Wie stehen Sie zum Beschluss im Koalitionsausschuss, der Einsichtnahmen über das IFG verhindert oder erschwert?
Letztes Jahr schrieben Sie, im Zuge der IFG-Reform „Lücken im Transparenzregister schließen“ und „unrechtmäßige Zahlungen“ verhindert zu wollen. Wie vereinbart sich dies mit dem Beschluss des Koalitionsausschusses über eine Erhöhung der Kostenobergrenze für IFG-Anfragen sowie einer Ausweitung der Ausnahmetatbestände? Inwiefern stärken diese Maßnahmen aus Ihrer Sicht die Transparenz?
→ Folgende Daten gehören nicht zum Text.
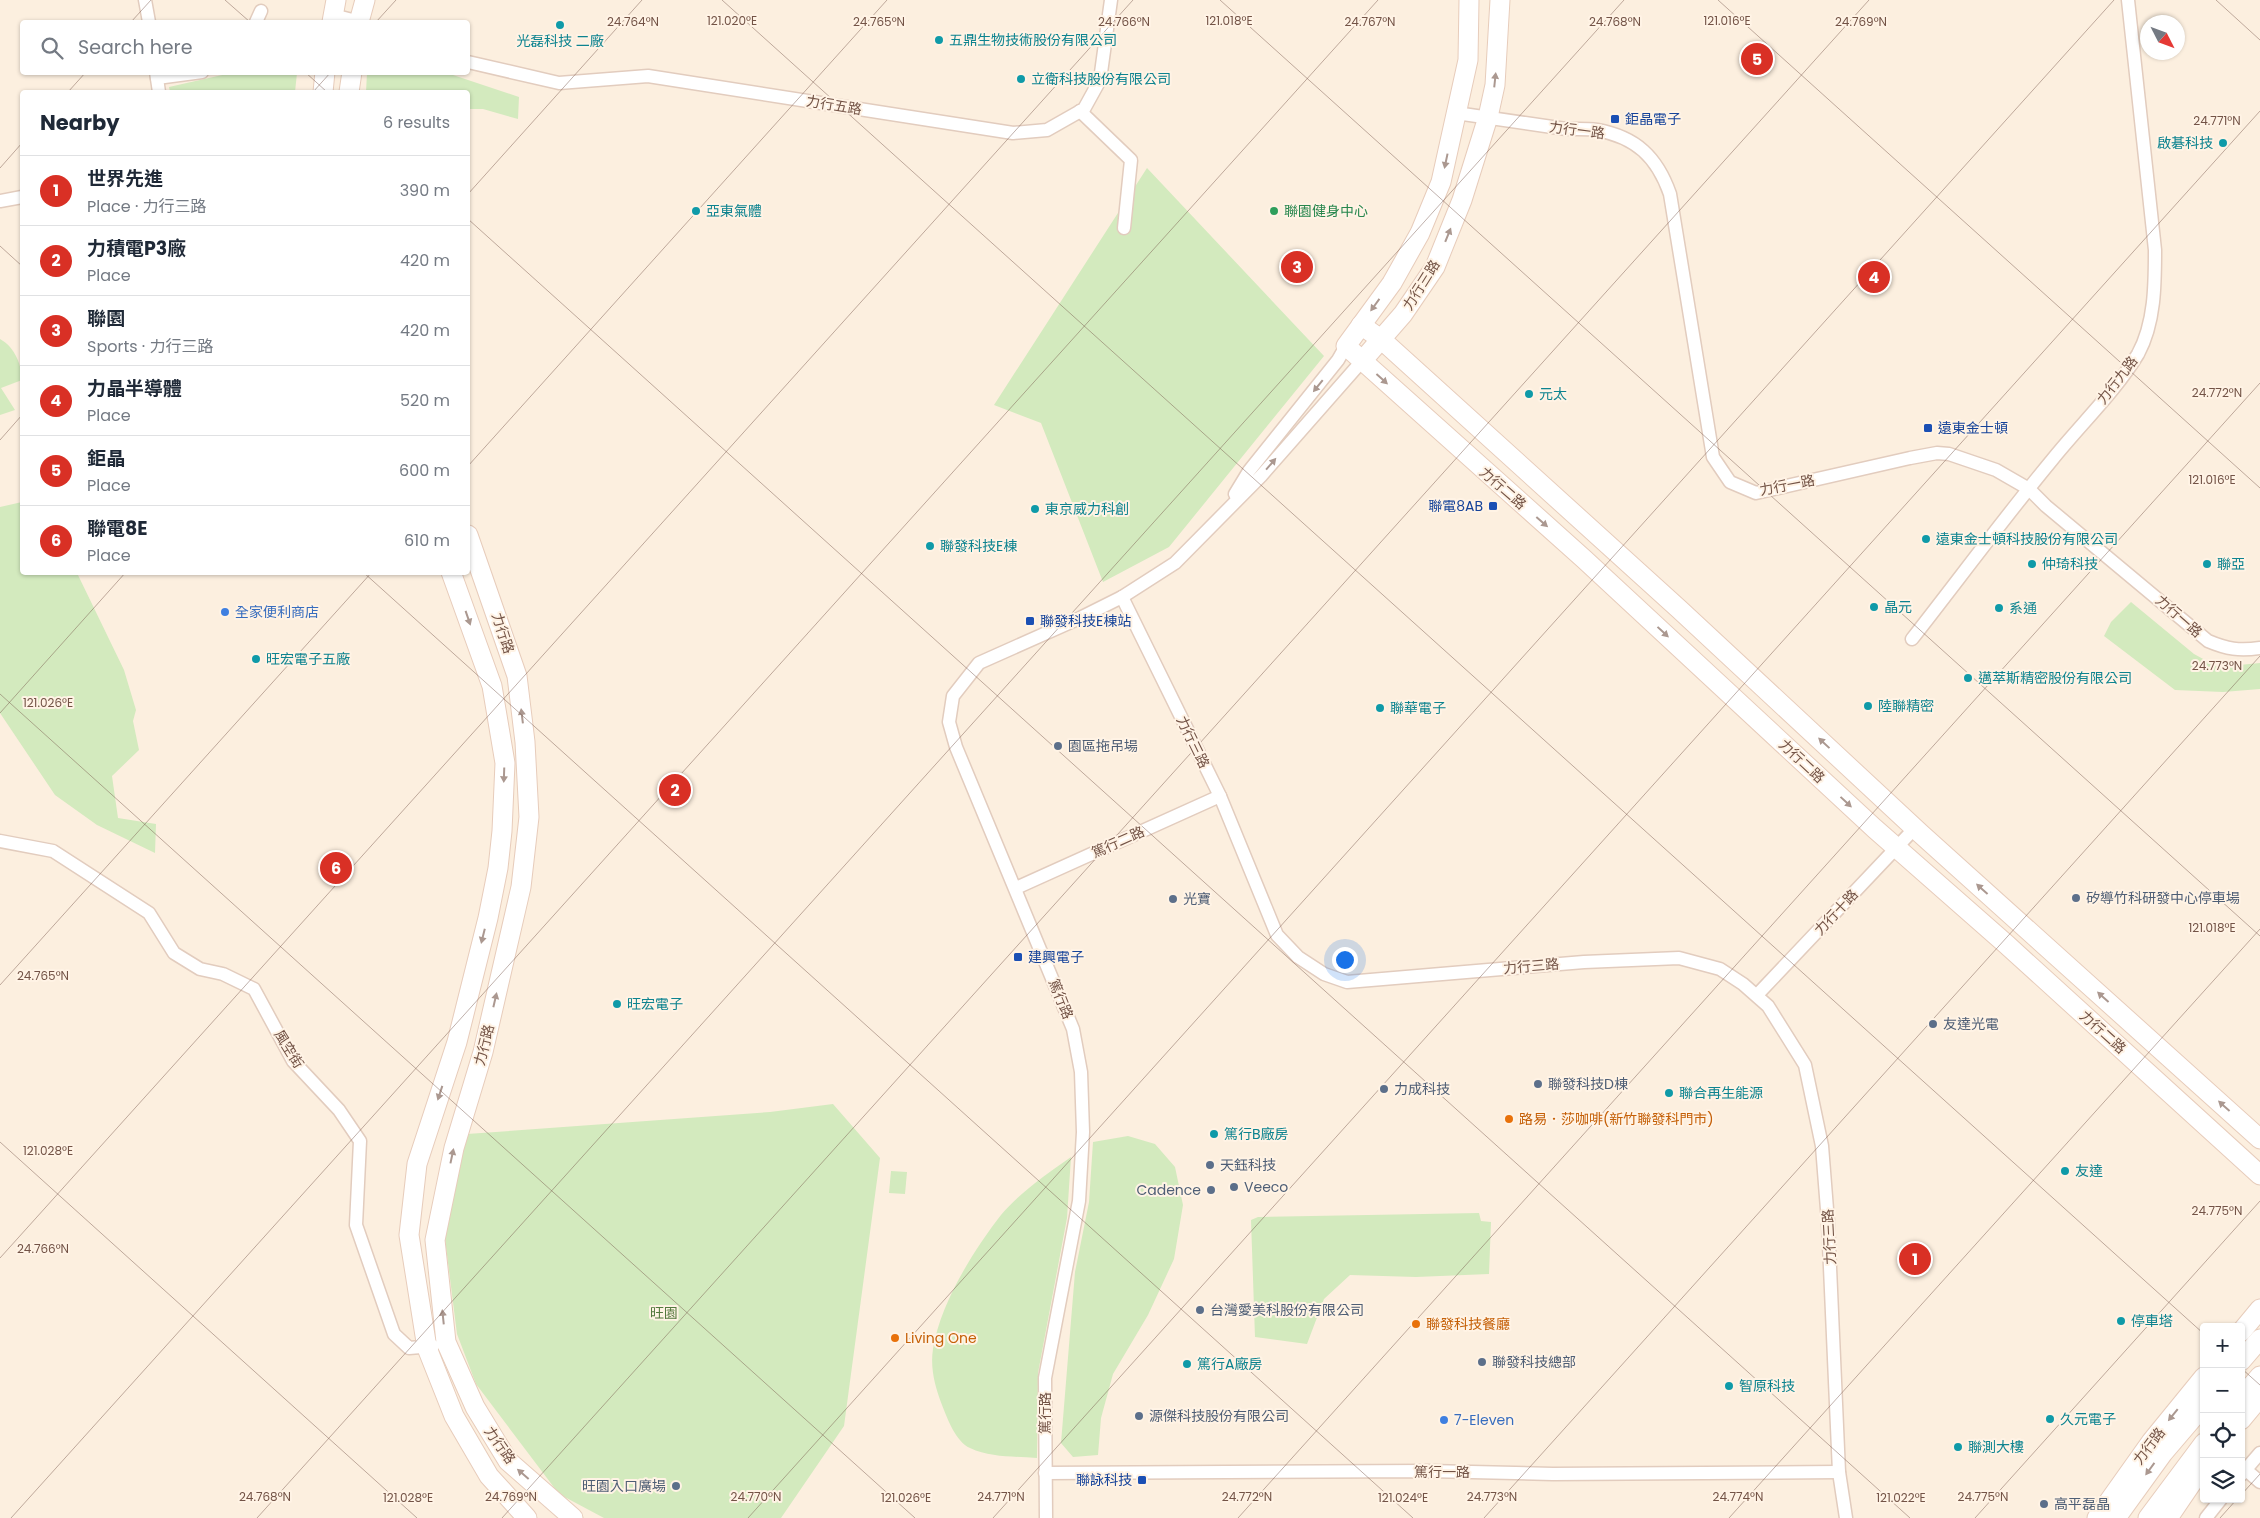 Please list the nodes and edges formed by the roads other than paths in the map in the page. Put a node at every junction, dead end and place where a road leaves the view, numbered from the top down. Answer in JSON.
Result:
{"nodes":[{"id":1,"x":145,"y":0,"type":"edge"},
{"id":2,"x":365,"y":0,"type":"edge"},
{"id":3,"x":1112,"y":0,"type":"edge"},
{"id":4,"x":1469,"y":0,"type":"edge"},
{"id":5,"x":1500,"y":0,"type":"edge"},
{"id":6,"x":2128,"y":0,"type":"edge"},
{"id":7,"x":334,"y":12,"type":"edge"},
{"id":8,"x":148,"y":20,"type":"edge"},
{"id":9,"x":354,"y":20,"type":"edge"},
{"id":10,"x":360,"y":20,"type":"edge"},
{"id":11,"x":470,"y":62,"type":"edge"},
{"id":12,"x":157,"y":75,"type":"edge"},
{"id":13,"x":326,"y":75,"type":"edge"},
{"id":14,"x":352,"y":75,"type":"edge"},
{"id":15,"x":159,"y":90,"type":"edge"},
{"id":16,"x":323,"y":90,"type":"edge"},
{"id":17,"x":349,"y":90,"type":"edge"},
{"id":18,"x":1080,"y":111,"type":"junction"},
{"id":19,"x":1456,"y":113,"type":"junction"},
{"id":20,"x":1488,"y":117,"type":"junction"},
{"id":21,"x":20,"y":196,"type":"edge"},
{"id":22,"x":0,"y":201,"type":"edge"},
{"id":23,"x":1124,"y":228,"type":"dead end"},
{"id":24,"x":1361,"y":325,"type":"junction"},
{"id":25,"x":1382,"y":340,"type":"junction"},
{"id":26,"x":1346,"y":346,"type":"junction"},
{"id":27,"x":1362,"y":361,"type":"junction"},
{"id":28,"x":2029,"y":489,"type":"junction"},
{"id":29,"x":1225,"y":511,"type":"junction"},
{"id":30,"x":470,"y":540,"type":"edge"},
{"id":31,"x":452,"y":575,"type":"edge"},
{"id":32,"x":1122,"y":597,"type":"junction"},
{"id":33,"x":1912,"y":639,"type":"dead end"},
{"id":34,"x":2260,"y":648,"type":"edge"},
{"id":35,"x":1220,"y":796,"type":"junction"},
{"id":36,"x":1915,"y":828,"type":"junction"},
{"id":37,"x":0,"y":841,"type":"edge"},
{"id":38,"x":1896,"y":847,"type":"junction"},
{"id":39,"x":1016,"y":888,"type":"junction"},
{"id":40,"x":1757,"y":995,"type":"junction"},
{"id":41,"x":2260,"y":1139,"type":"edge"},
{"id":42,"x":2260,"y":1175,"type":"edge"},
{"id":43,"x":2260,"y":1309,"type":"edge"},
{"id":44,"x":2245,"y":1327,"type":"edge"},
{"id":45,"x":2260,"y":1339,"type":"edge"},
{"id":46,"x":446,"y":1342,"type":"junction"},
{"id":47,"x":427,"y":1348,"type":"junction"},
{"id":48,"x":2245,"y":1356,"type":"edge"},
{"id":49,"x":2260,"y":1376,"type":"edge"},
{"id":50,"x":2200,"y":1383,"type":"edge"},
{"id":51,"x":2245,"y":1393,"type":"edge"},
{"id":52,"x":2260,"y":1397,"type":"edge"},
{"id":53,"x":2200,"y":1410,"type":"edge"},
{"id":54,"x":2245,"y":1415,"type":"edge"},
{"id":55,"x":2200,"y":1448,"type":"edge"},
{"id":56,"x":2260,"y":1453,"type":"edge"},
{"id":57,"x":2245,"y":1471,"type":"edge"},
{"id":58,"x":1839,"y":1472,"type":"junction"},
{"id":59,"x":2200,"y":1472,"type":"edge"},
{"id":60,"x":1045,"y":1473,"type":"junction"},
{"id":61,"x":2245,"y":1473,"type":"edge"},
{"id":62,"x":2260,"y":1482,"type":"edge"},
{"id":63,"x":504,"y":1495,"type":"junction"},
{"id":64,"x":2218,"y":1503,"type":"edge"},
{"id":65,"x":519,"y":1518,"type":"edge"},
{"id":66,"x":527,"y":1518,"type":"edge"},
{"id":67,"x":573,"y":1518,"type":"edge"},
{"id":68,"x":1046,"y":1518,"type":"edge"},
{"id":69,"x":1846,"y":1518,"type":"edge"},
{"id":70,"x":2097,"y":1518,"type":"edge"},
{"id":71,"x":2116,"y":1518,"type":"edge"},
{"id":72,"x":2148,"y":1518,"type":"edge"},
{"id":73,"x":2168,"y":1518,"type":"edge"},
{"id":74,"x":2206,"y":1518,"type":"edge"}],
"edges":[{"from":1,"to":8,"type":"street"},
{"from":2,"to":10,"type":"street"},
{"from":3,"to":18,"type":"street","name":"力行五路"},
{"from":4,"to":19,"type":"street","name":"力行三路"},
{"from":20,"to":5,"type":"street","name":"力行三路","one_way":true},
{"from":6,"to":28,"type":"street","name":"力行九路"},
{"from":7,"to":9,"type":"street"},
{"from":11,"to":18,"type":"street","name":"力行五路"},
{"from":12,"to":15,"type":"street"},
{"from":13,"to":16,"type":"street"},
{"from":14,"to":17,"type":"street"},
{"from":18,"to":23,"type":"street"},
{"from":19,"to":20,"type":"street","name":"力行一路"},
{"from":19,"to":24,"type":"street","name":"力行三路","one_way":true},
{"from":25,"to":20,"type":"street","name":"力行三路","one_way":true},
{"from":20,"to":28,"type":"street","name":"力行一路"},
{"from":21,"to":22,"type":"street"},
{"from":24,"to":25,"type":"street","name":"力行二路"},
{"from":24,"to":26,"type":"street","name":"力行三路"},
{"from":25,"to":27,"type":"street","name":"力行三路"},
{"from":36,"to":25,"type":"street","name":"力行二路","one_way":true},
{"from":26,"to":27,"type":"street","name":"力行二路"},
{"from":26,"to":29,"type":"street","name":"力行三路","one_way":true},
{"from":29,"to":27,"type":"street","name":"力行三路","one_way":true},
{"from":27,"to":38,"type":"street","name":"力行二路","one_way":true},
{"from":28,"to":33,"type":"street","name":"力行九路"},
{"from":28,"to":34,"type":"street","name":"力行一路"},
{"from":29,"to":32,"type":"street","name":"力行三路"},
{"from":46,"to":30,"type":"street","name":"力行路","one_way":true},
{"from":31,"to":47,"type":"street","name":"力行路","one_way":true},
{"from":32,"to":35,"type":"street","name":"力行三路"},
{"from":32,"to":39,"type":"street","name":"篤行路"},
{"from":35,"to":39,"type":"street","name":"篤行二路"},
{"from":35,"to":40,"type":"street","name":"力行三路"},
{"from":36,"to":38,"type":"street","name":"力行十路"},
{"from":41,"to":36,"type":"street","name":"力行二路","one_way":true},
{"from":37,"to":47,"type":"street","name":"風空街"},
{"from":38,"to":40,"type":"street","name":"力行十路"},
{"from":38,"to":42,"type":"street","name":"力行二路"},
{"from":39,"to":60,"type":"street","name":"篤行路"},
{"from":40,"to":58,"type":"street","name":"力行三路"},
{"from":43,"to":44,"type":"street"},
{"from":45,"to":48,"type":"street"},
{"from":46,"to":47,"type":"street","name":"風空街"},
{"from":67,"to":46,"type":"street","name":"力行路","one_way":true},
{"from":47,"to":63,"type":"street","name":"力行路"},
{"from":49,"to":51,"type":"street"},
{"from":50,"to":70,"type":"street","name":"力行路","one_way":true},
{"from":52,"to":54,"type":"street"},
{"from":53,"to":71,"type":"street","name":"力行路","one_way":true},
{"from":55,"to":72,"type":"street"},
{"from":56,"to":57,"type":"street"},
{"from":58,"to":60,"type":"street","name":"篤行一路"},
{"from":58,"to":69,"type":"street","name":"力行三路"},
{"from":59,"to":73,"type":"street"},
{"from":60,"to":68,"type":"street","name":"篤行路"},
{"from":61,"to":62,"type":"street"},
{"from":63,"to":65,"type":"street"},
{"from":63,"to":66,"type":"street","name":"力行路"},
{"from":64,"to":74,"type":"street"}]}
Sie schrieben außerdem, der Bundestag sei den Bürgerinnen und Bürgern rechenschaftspflichtig. Gilt diese Rechenschaftspflicht auch gegenüber zivilgesellschaftlichen Organisationen wie Vereinen, Verbänden, die staatliches Handeln mithilfe des IFG kontrollieren? Da deren Möglichkeiten zur Antragstellung eingeschränkt werden sollen: Wie passt das zu einer stärkeren demokratischen Kontrolle?
Ist es angesichts sinkenden Vertrauens in politische Institutionen sinnvoll kollektive, zentral organisierte Anfragen einzuschränken? Welche Auswirkungen erwarten Sie auf die demokratische Kontrolle staatlichen Handelns?